Most likely, that company's specialised probing system would be
configured to make the decision on how best to map the destination
network's micronets - and would change the mapping within seconds,
according to whatever criteria were specified by the administrators
of the destination network.  Within a few seconds, all ITRs in the
world handling packets addressed to these micronets would be
tunneling these packets to the ETR chosen in the new mapping decision.

This is a generalised DFZ->destination-network probing approach,
since the probing servers would, broadly speaking, be in the DFZ.
This is the only scalable approach, since the same level of probing
would still occur if 100,000 ITRs were sending packets to the
destination network as if one, none or a few were sending packets.
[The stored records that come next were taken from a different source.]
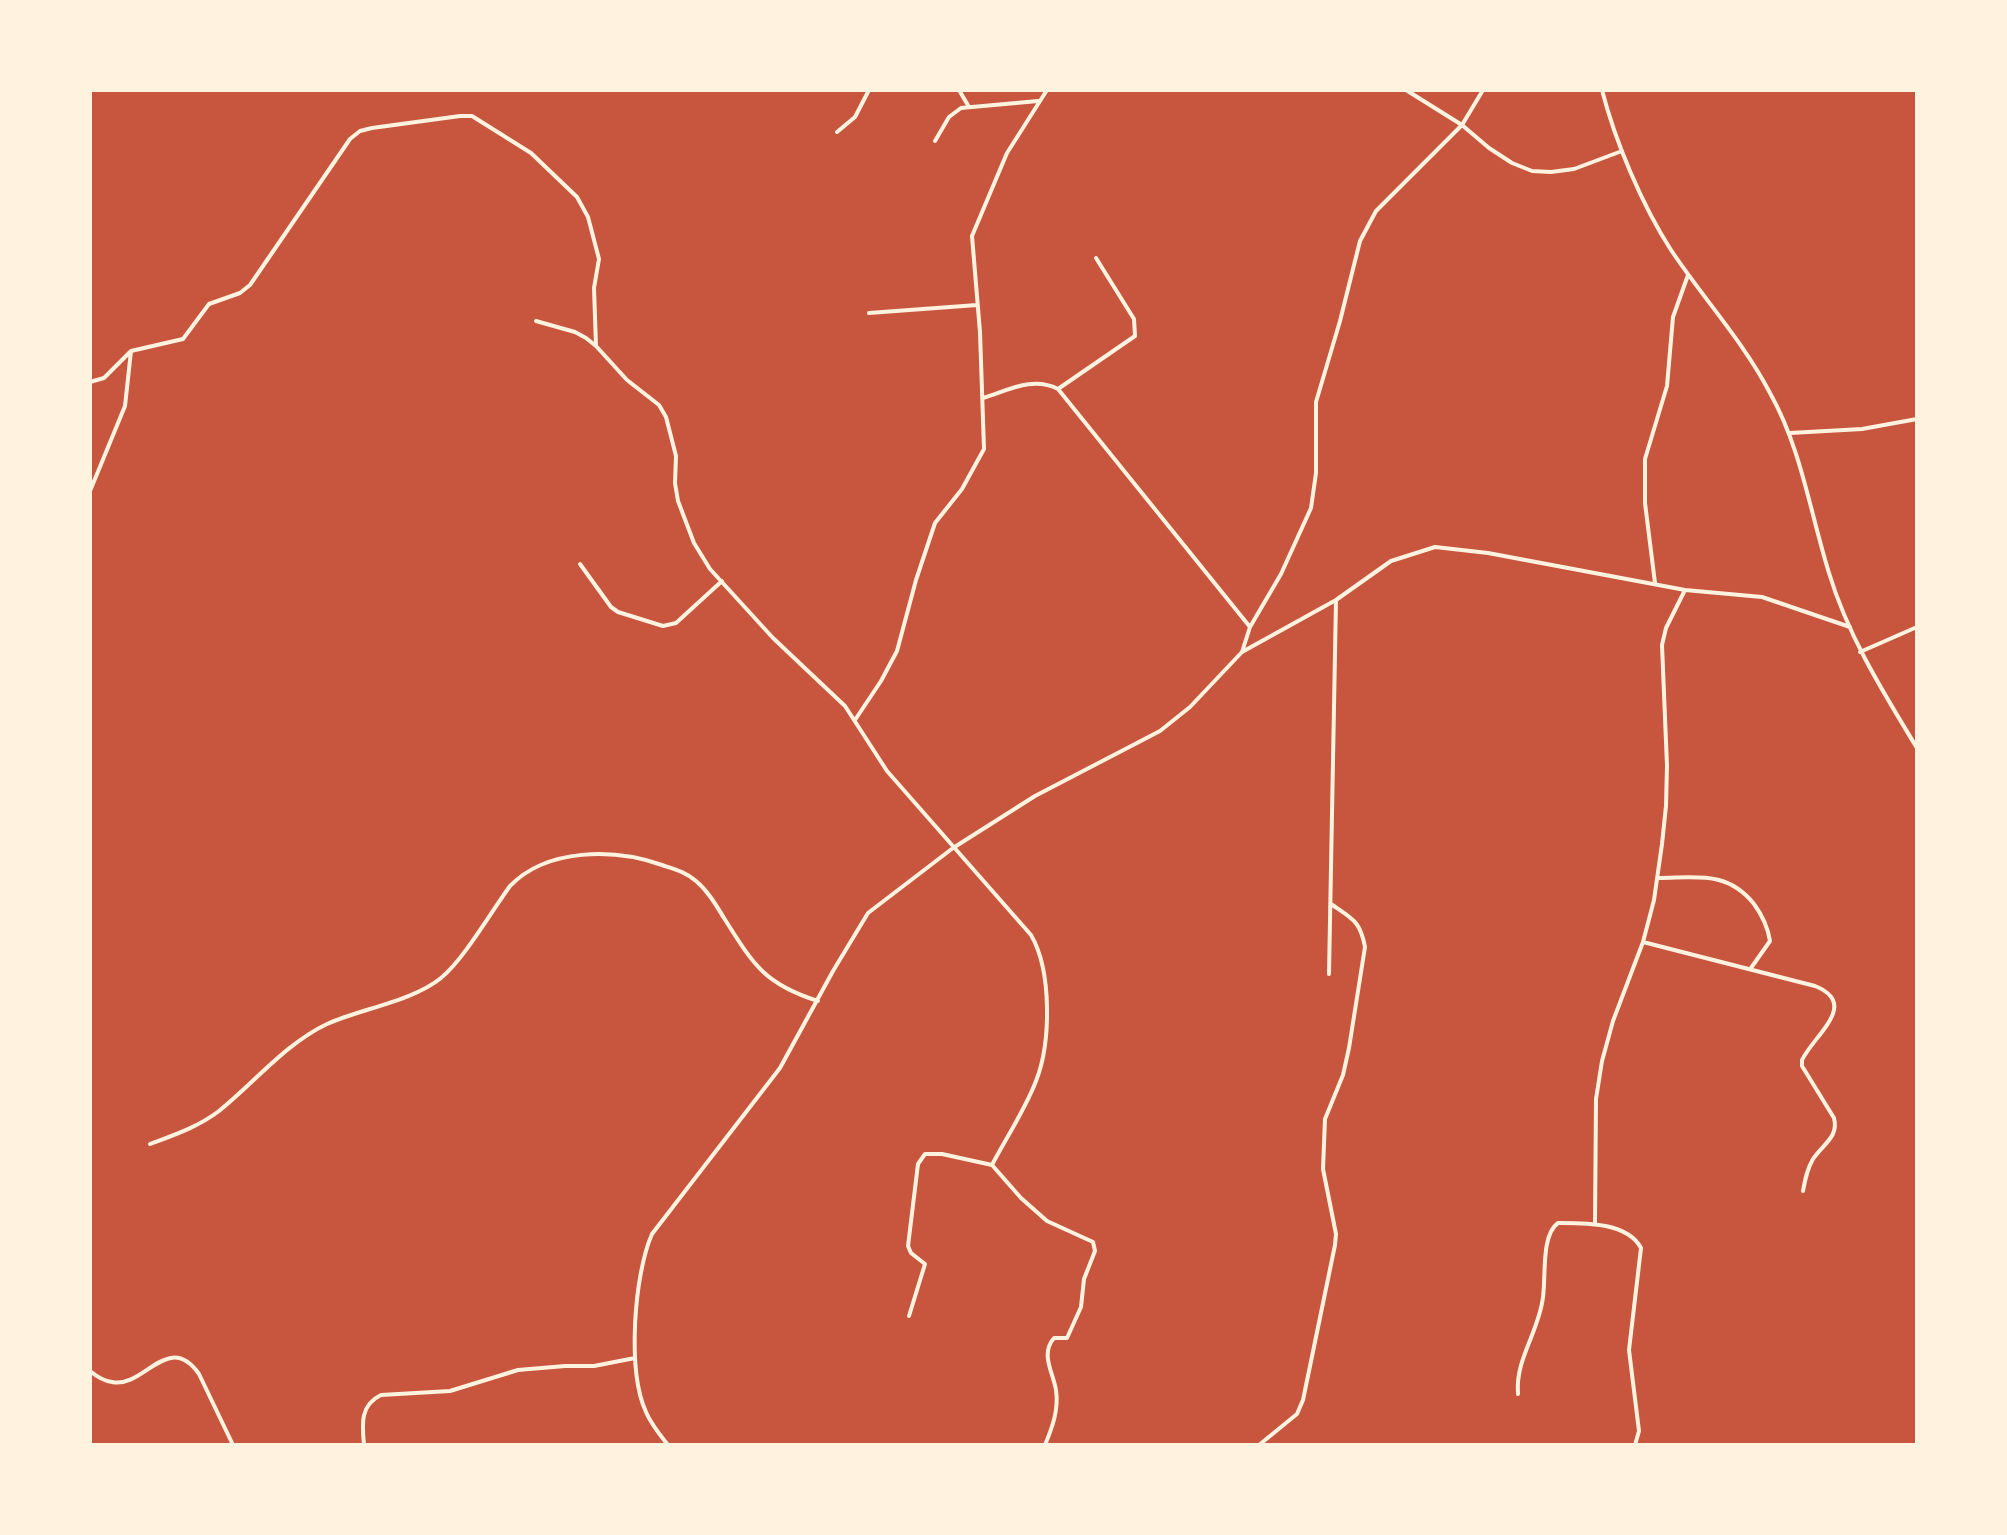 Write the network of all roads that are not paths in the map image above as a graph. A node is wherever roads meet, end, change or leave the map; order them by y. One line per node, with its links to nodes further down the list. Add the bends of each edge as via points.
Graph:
1 (869, 90): 10 (street)
2 (959, 90): 8 (street)
3 (1047, 90): 7 (street)
4 (1406, 90): 9 (street)
5 (1482, 90): 9 (street)
6 (1602, 90): 12 (street)
7 (1038, 101): 8 (street); 15 (street, via 1007,153 972,236)
8 (968, 108): 11 (street, via 953,112)
9 (1462, 125): 12 (street, via 1532,171 1574,168); 31 (street, via 1376,211 1360,241 1316,402 1311,508)
10 (837, 132)
11 (935, 142)
12 (1622, 151): 14 (street)
13 (1096, 258): 21 (street, via 1134,318 1135,336)
14 (1688, 275): 24 (street, via 1770,391); 28 (street, via 1673,317 1667,386 1645,459)
15 (978, 305): 16 (street); 22 (street)
16 (869, 313)
17 (536, 321): 18 (street)
18 (596, 346): 19 (street, via 599,259 577,197 531,153 472,116 460,116 360,131 250,286 209,304 182,339); 27 (street, via 663,410 676,456 678,500 694,543)
19 (131, 351): 20 (street, via 104,378); 25 (street, via 126,406)
20 (90, 382)
21 (1058, 389): 22 (street, via 1030,382); 31 (street)
22 (982, 398): 36 (street, via 981,457 935,524 897,652)
23 (1917, 418): 24 (street)
24 (1790, 433): 32 (street)
25 (90, 492)
26 (580, 564): 27 (street, via 611,607 663,626 676,623)
27 (722, 581): 36 (street)
28 (1655, 585): 29 (street); 30 (street, via 1435,547 1391,561)
29 (1685, 590): 32 (street, via 1762,597); 39 (street, via 1662,645 1666,806)
30 (1336, 600): 34 (street); 40 (street)
31 (1250, 626): 34 (street)
32 (1850, 627): 35 (street)
33 (1917, 627): 35 (street)
34 (1242, 652): 38 (street, via 1168,725)
35 (1860, 652): 37 (street)
36 (856, 720): 38 (street, via 887,771)
37 (1917, 748)
38 (954, 848): 44 (street, via 868,912); 46 (street, via 1031,935 1046,981 1036,1082)
39 (1657, 878): 41 (street); 42 (street, via 1714,878 1739,888 1769,932)
40 (1331, 904): 43 (street); 57 (street, via 1356,921 1366,947 1349,1048 1325,1119 1323,1169 1335,1245 1304,1400 1297,1414)
41 (1642, 942): 42 (street); 48 (street, via 1602,1061)
42 (1751, 968): 47 (street, via 1834,997 1832,1016 1802,1066 1836,1127 1814,1158)
43 (1330, 974)
44 (818, 1001): 45 (street, via 763,974 696,880 646,860 575,856 521,874 430,986 326,1024 206,1120); 50 (street, via 780,1068 652,1234 641,1268)
45 (150, 1144)
46 (992, 1166): 49 (street, via 942,1154 921,1158 908,1246 925,1264); 56 (street, via 1048,1221 1095,1246 1068,1336 1049,1343 1056,1412)
47 (1803, 1191)
48 (1595, 1223): 52 (street, via 1558,1223 1549,1232 1543,1300 1517,1373); 58 (street, via 1641,1248 1629,1350)
49 (909, 1316)
50 (635, 1358): 54 (street, via 518,1370 450,1392 381,1395 364,1408); 55 (street, via 646,1412)
51 (90, 1371): 53 (street, via 125,1382 162,1361 184,1360 199,1374)
52 (1518, 1394)
53 (233, 1445)
54 (364, 1445)
55 (668, 1445)
56 (1045, 1445)
57 (1258, 1445)
58 (1635, 1445)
The key to using a separate, dedicated, reachability probing system
(quite outside the Ivip system itself, and so which can be made to
work on any principles, any protocols etc. which suit the destination
network being probed) is Ivip's real-time mapping distribution
system.  This tells all the ITRs which need to know which ETR to
tunnel the packets to.  This greatly simplifies the ITR and ETR
design and separates out reachability testing and the resulting
decision-making from the core-edge-separation system itself. (LISP,
APT, TRRP and Six/One Router monolithically integrate them.)
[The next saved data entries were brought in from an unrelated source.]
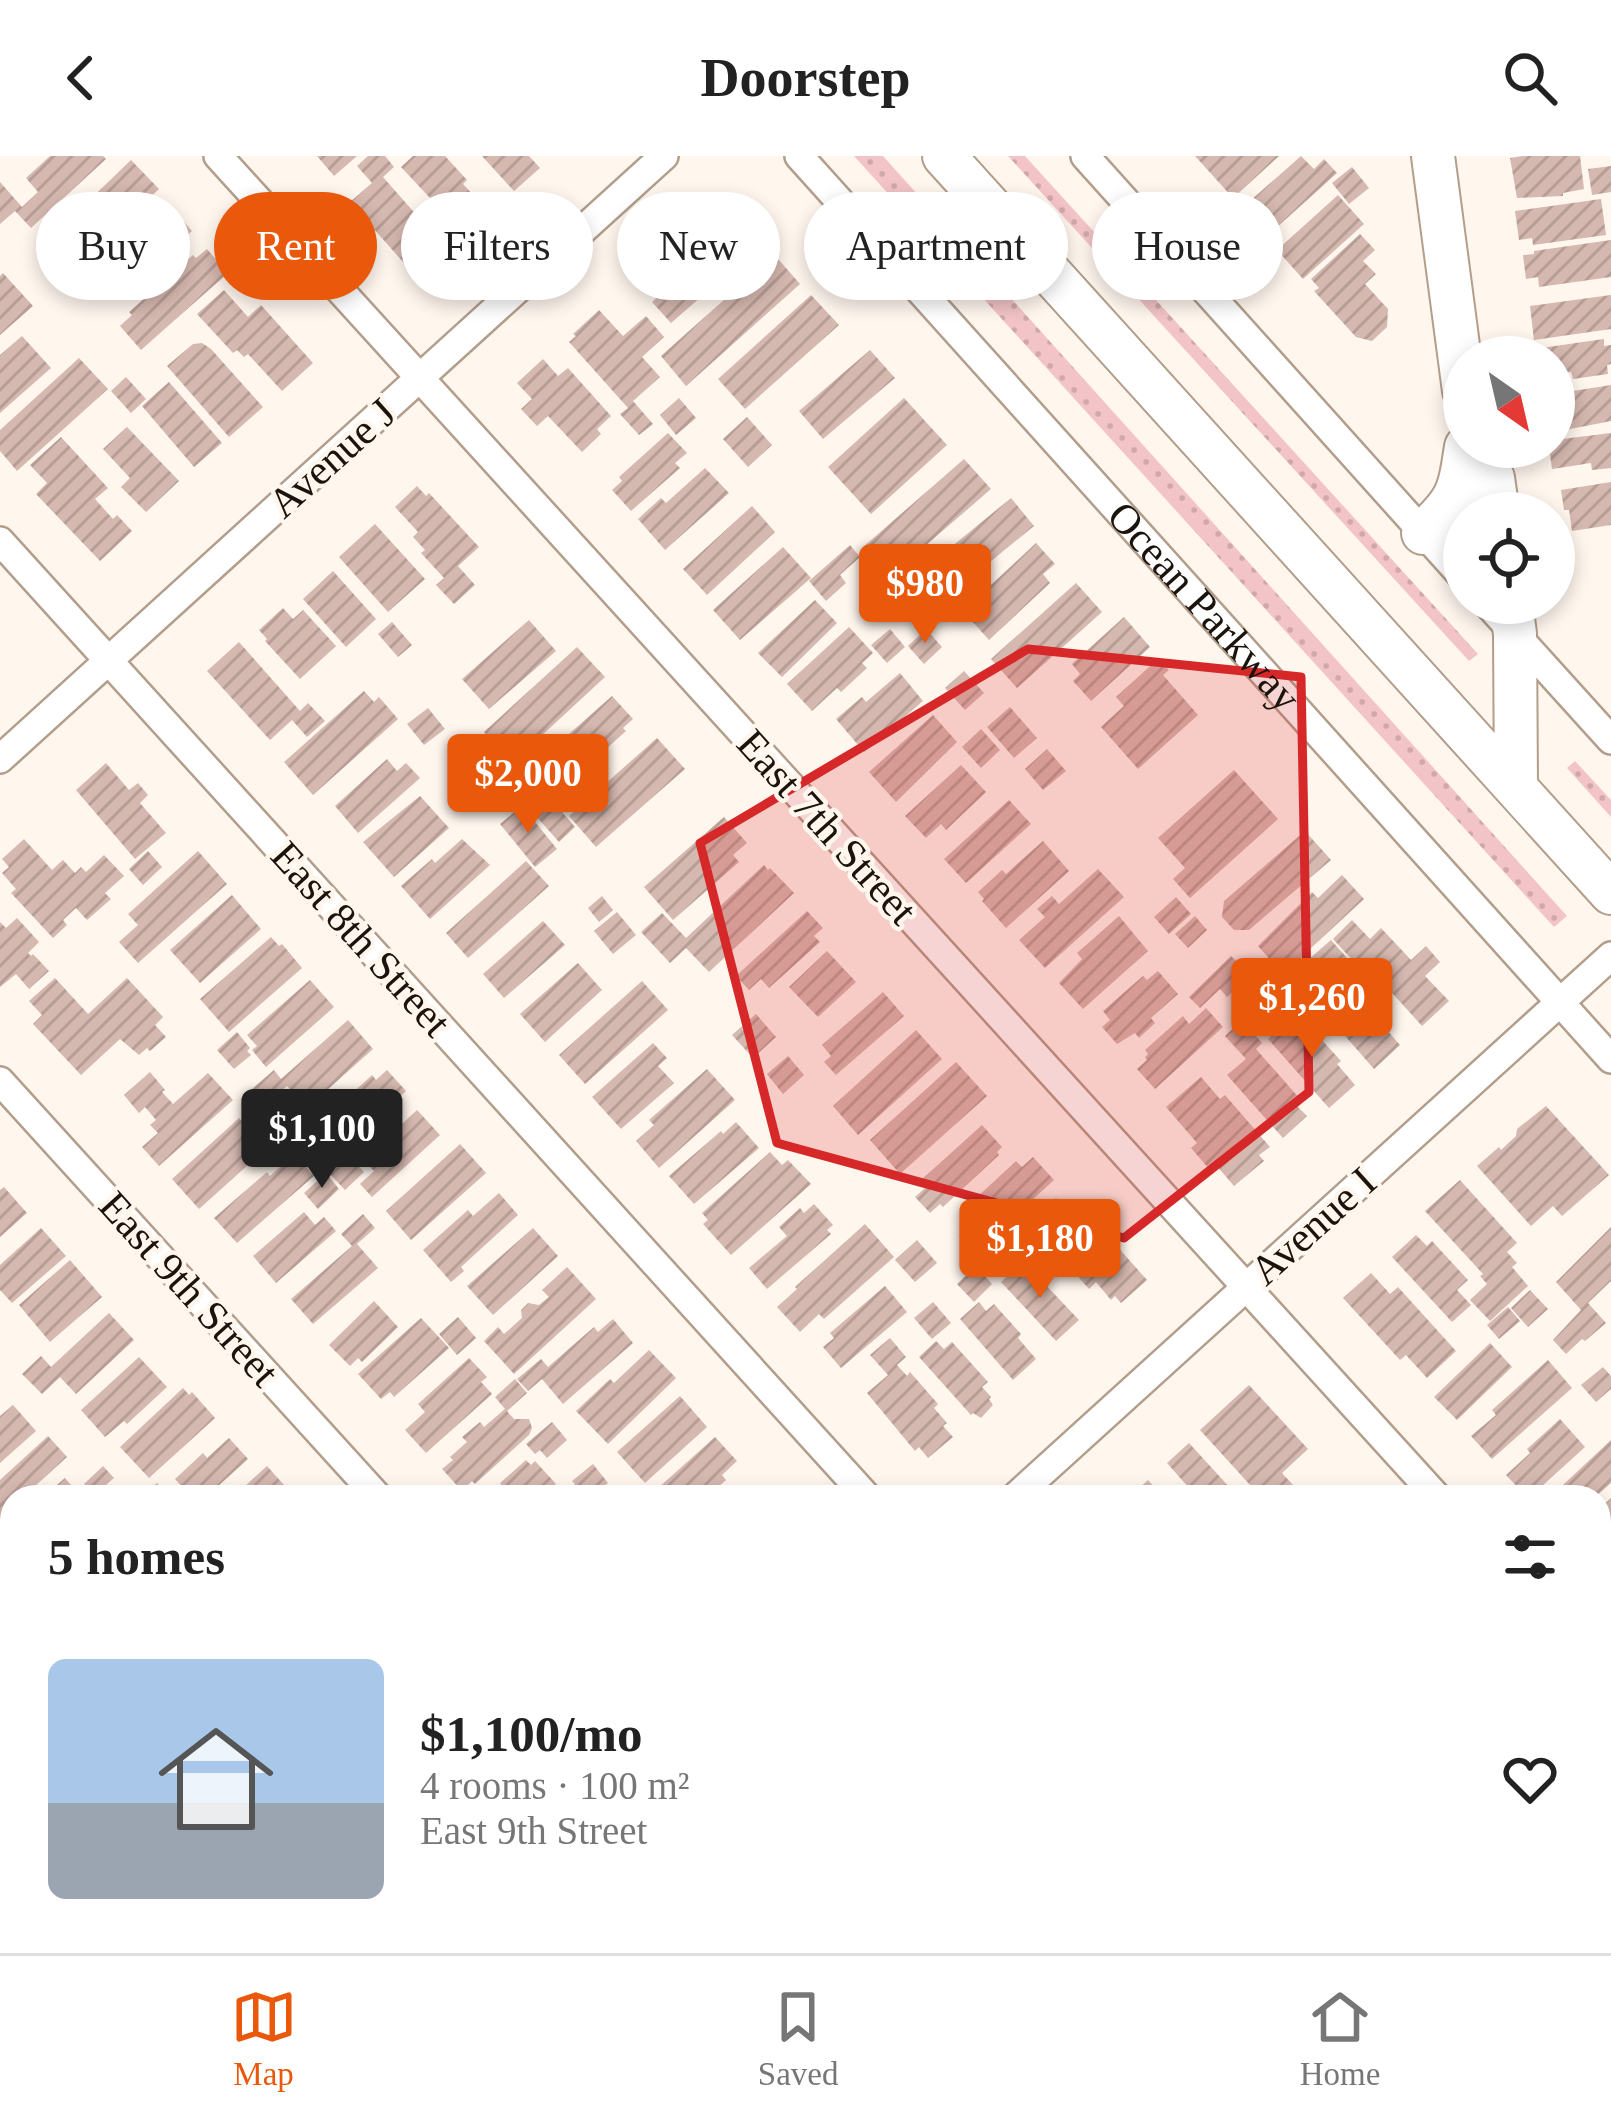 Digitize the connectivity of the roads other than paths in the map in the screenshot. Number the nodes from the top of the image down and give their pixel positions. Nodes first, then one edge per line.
1 (218, 156) edge
2 (664, 156) edge
3 (799, 156) edge
4 (944, 156) edge
5 (1085, 156) edge
6 (1433, 156) edge
7 (1457, 336) edge
8 (418, 379) junction
9 (1463, 468) edge
10 (1423, 532) junction
11 (0, 542) edge
12 (1443, 554) edge
13 (1505, 624) edge
14 (1513, 624) edge
15 (108, 661) junction
16 (1611, 740) edge
17 (0, 759) edge
18 (1516, 785) junction
19 (1611, 893) edge
20 (1611, 956) edge
21 (1560, 1003) junction
22 (1611, 1059) edge
23 (0, 1081) edge
24 (1246, 1287) junction
25 (368, 1485) edge
26 (856, 1485) edge
27 (1028, 1485) edge
28 (1426, 1485) edge

1 - 8 street, East 7th Street
2 - 8 street, Avenue J
3 - 21 street, Ocean Parkway
4 - 18 main road
5 - 10 street
6 - 7 main road
8 - 15 street, Avenue J
8 - 24 street, East 7th Street
9 - 10 main road
10 - 12 street
11 - 15 street, East 8th Street
13 - 18 main road
14 - 16 street
15 - 17 street, Avenue J
15 - 26 street, East 8th Street
18 - 19 main road
20 - 21 street, Avenue I
21 - 22 street, Ocean Parkway
21 - 24 street, Avenue I
23 - 25 street, East 9th Street
24 - 27 street, Avenue I
24 - 28 street, East 7th Street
This won't fly operationally. First, I can't envision an economic model that would cause someone or, better yet, multiple probing/ reachability companies to be launched as you envision. Ultimately, you're talking about not only a lot of fixed costs for servers and such, but more importantly the OpEx for colocation costs and bandwidth that company would be burning to send out millions, billions or trillions of "probes" to everyone's ETR on the planet.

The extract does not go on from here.